Given a control-flow graph \(G=(V, E)\), the abstract EH semantics is defined as the least solution to the following set of equations, where \(R_{ EH } : V \rightarrow \mathcal {A}_{ EH }\) denotes the abstract cache configuration associated with each program location, and \(R^C_0(v) \in \gamma _{ EH }(R_{ EH ,0}(v))\) denotes the initial abstract cache configuration:

$$\begin{aligned} \forall v' \in V: R_{ EH }(v') = R_{ EH ,0}(v') \sqcup _{ EH } \bigsqcup _{(v, b, v') \in E} update_{ EH }(R_{ EH }(v), b). \end{aligned}$$

(9)

It follows from Lemmas 1 and 2 that the abstract EH semantics includes the actual set of reachable concrete states:

Theorem 2

(Analysis Soundness). The abstract EH semantics includes the collecting semantics: \(\forall v \in V: R^C(v) \in \gamma _{ EH }(R_{ EH }(v))\).

We can use the results of the EH analysis to determine that an access results in a hit in at least some of all possible executions. This is the case if the minimum age of the block prior to the access is guaranteed to be less than the cache’s associativity. Similarly, the EM analysis can be used to determine that an access results in a miss in at least some of the possible executions.

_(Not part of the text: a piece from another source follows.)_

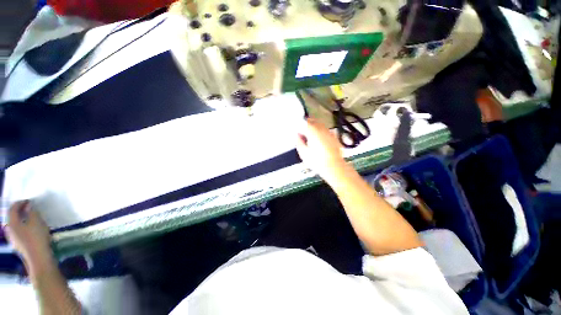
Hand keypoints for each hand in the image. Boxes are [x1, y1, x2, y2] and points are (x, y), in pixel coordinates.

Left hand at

Combining the results of the two analyses, some accesses can be classified as “definitely unknown”. Then, further refinement by model checking is provably impossible. Classifications as “exists hit” or “exists miss”, which occur if either the EH or the EM analysis is successful but not both, are also useful to reduce further model-checking efforts: e.g. in case of “exists hit” it suffices to determine by model checking whether a miss is possible to fully classify the access.

4 Cache Analysis by Model Checking

All proofs can be found in Appendix B of the technical report [19]. We have seen a new abstract analysis capable of classifying certain cache accesses as “definitely unknown”. The classical “may” and “must” analyses and this new analysis classify a (hopefully large) portion of all accesses as “always hit”, “always miss”, or “definitely unknown”. But, due to the incomplete nature of the analysis the exact status of some blocks remains unknown. Our approach is summarized at a high level in Listing 1.1. Functions May, Must, ExistsHit and ExistsMiss return the result of the corresponding analysis, whereas CheckModel invokes the model checker (see Listing 1.2). Note that a block that is not fully classified as “definitely unknown” can still benefit from the Exists Hit and Exists Miss analysis during the model-checking phase. If the AI phase shows that there exists a path on which the block is a hit (respectively a miss), then the model checker does not have to check the “always miss” (respectively “always hit”) property.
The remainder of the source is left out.